A study commissioned by the Bill & Melinda Gates Foundation finds that most dropouts leave school due to boredom and lack of encouragement. It seems so strange to me that all schools don't challenge and support their students, but an awful lot of highschools fail to give their students either.

One way to provide challenge and support is through project-based learning. But my understanding is that project-based curriculum is dificult to get funding for (not to mention dificult to integrate into a curriculum that "teaches to the test").

So, as a result of this study, will we start seeing better academic programs? Will there be funding for project-based programs that engage the student in an integrated academic setting in all schools?


Of course not.
Despite of what they TALK, the academic enviroment is made for the interest of the teachers, not for the students.

As a multi-degree, multi-university dropout I fully agree with the finding.
I must admit in my case, I went back as a mature age student and found it hard to come from a cutting-edge technology field and sit through academic thinking years out of date, presented by lecturers without any real-world experience.

The least they could have done was to use Breeze for their lectures so that I could watch at my convenience.

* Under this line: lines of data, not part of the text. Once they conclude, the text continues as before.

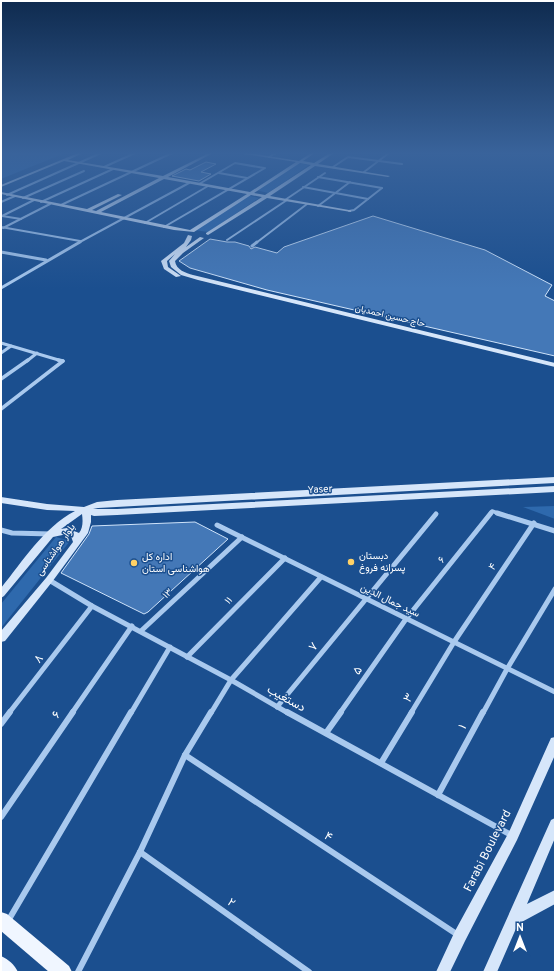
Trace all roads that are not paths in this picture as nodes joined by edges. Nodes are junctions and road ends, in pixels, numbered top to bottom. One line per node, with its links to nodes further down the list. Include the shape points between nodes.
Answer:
1 (25, 198): 14 (main road)
2 (49, 198): 16 (street)
3 (76, 198): 19 (street)
4 (112, 198): 21 (main road)
5 (124, 198): 23 (main road)
6 (160, 198): 26 (street)
7 (187, 198): 27 (street)
8 (211, 198): 28 (street)
9 (240, 198): 30 (main road)
10 (261, 198): 31 (main road)
11 (278, 198): 15 (main road)
12 (329, 198): 20 (street)
13 (368, 198): 22 (street, via 354,210)
14 (34, 200): 16 (main road); 24 (street)
15 (286, 200): 18 (main road); 33 (street)
16 (41, 202): 17 (main road)
17 (50, 204): 19 (main road); 25 (street)
18 (307, 204): 20 (main road); 35 (street)
19 (60, 206): 21 (main road)
20 (318, 206): 22 (main road)
21 (87, 211): 23 (main road)
22 (348, 211)
23 (96, 213): 26 (main road)
24 (1, 216): 25 (street)
25 (21, 219): 29 (street)
26 (124, 219): 27 (main road); 34 (street)
27 (145, 223): 28 (main road)
28 (164, 227): 30 (main road)
29 (2, 228): 34 (street)
30 (188, 233): 31 (main road); 32 (main road); 40 (main road, حاج حسین احمدیان, via 188,242 167,257 164,262 166,268 188,279)
31 (208, 234): 32 (main road)
32 (202, 238): 40 (main road, حاج حسین احمدیان, via 176,256 172,266 179,272)
33 (227, 240)
34 (81, 242): 39 (street)
35 (252, 246)
36 (1, 252): 37 (street)
37 (5, 253): 38 (street); 39 (street)
38 (1, 256)
39 (47, 260): 41 (street)
40 (220, 284): 46 (main road, حاج حسین احمدیان)
41 (1, 288)
42 (1, 343): 43 (street)
43 (11, 346): 44 (street); 45 (street)
44 (1, 353)
45 (37, 353): 47 (street); 48 (street, via 63,361)
46 (555, 366)
47 (1, 379)
48 (1, 409)
49 (555, 480): 51 (main road, Yaser)
50 (555, 489): 51 (main road, Yaser)
51 (413, 492): 53 (main road, Yaser, via 117,503)
52 (1, 500): 53 (main road, Yaser, via 47,507)
53 (86, 509): 59 (main road, بلوار هواشناسی, via 75,514); 61 (main road, بلوار هواشناسی, via 85,531)
54 (436, 514): 67 (street)
55 (534, 524): 58 (street); 69 (street, ۶, via 492,511); 73 (street, ۴)
56 (217, 525): 60 (street, سید جمال الدین)
57 (1, 530): 59 (street, via 12,533)
58 (555, 531)
59 (51, 534): 61 (main road, via 67,531 75,534); 66 (main road, بلوار هواشناسی)
60 (242, 537): 62 (street, سید جمال الدین); 71 (street, ۱۳)
61 (77, 542): 64 (main road, بلوار هواشناسی)
62 (285, 558): 63 (street, سید جمال الدین); 75 (street, ۱۱)
63 (321, 577): 67 (street, سید جمال الدین); 77 (street)
64 (49, 580): 68 (street, دستغیب); 72 (main road, بلوار هواشناسی)
65 (555, 589): 76 (street)
66 (1, 594)
67 (366, 599): 69 (street, سید جمال الدین); 79 (street, ۷)
68 (92, 606): 70 (street, دستغیب); 80 (street, ۸)
69 (406, 619): 73 (street, سید جمال الدین); 81 (street, ۵)
70 (132, 626): 71 (street, دستغیب); 86 (street, ۶)
71 (141, 632): 74 (street, دستغیب)
72 (1, 638)
73 (454, 642): 76 (street, سید جمال الدین); 84 (street, ۳)
74 (170, 648): 75 (street, دستغیب); 92 (street)
75 (187, 658): 77 (street, دستغیب)
76 (507, 669): 78 (street, سید جمال الدین); 85 (street, ۱)
77 (231, 680): 79 (street, دستغیب); 83 (street)
78 (555, 692)
79 (277, 707): 81 (street, دستغیب)
80 (1, 724)
81 (326, 733): 84 (street, دستغیب)
82 (555, 742): 88 (main road, Farabi Boulevard)
83 (185, 755): 89 (street); 93 (street, ۴)
84 (381, 763): 85 (street, دستغیب)
85 (438, 795): 88 (street, دستغیب)
86 (1, 817)
87 (555, 824): 91 (main road)
88 (513, 836): 93 (main road, Farabi Boulevard)
89 (140, 852): 97 (street); 98 (street, ۲)
90 (555, 897): 91 (main road)
91 (512, 920): 100 (main road)
92 (4, 922): 96 (main road)
93 (460, 936): 99 (main road, Farabi Boulevard)
94 (1, 965): 95 (main road)
95 (9, 972)
96 (63, 972)
97 (78, 972)
98 (310, 972)
99 (443, 972)
100 (490, 972)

Having worked with kids on the fringe of education in schools in the UK, I am inclined to agree - most schools here are more worried about hitting their targets because our government has a stupid desire to make everything measurable on test results and inspections - all the stuff that is slightly outside the curriculum here often gets axed. This is why I end up working with perfectly normal and f***ing talented kids who are fall by the wayside in normal school activities. However, I have had the pleasure of working on some creative projects with school that challenges the approach that teachers & kids take to lessons, but this is the exception, not the norm. Ha, I used to get so bored in school, I used to get into trouble just because it was more challenging to try and do something "naughty" and see if I could blag my way out of trouble and whether the teacher actually noticed...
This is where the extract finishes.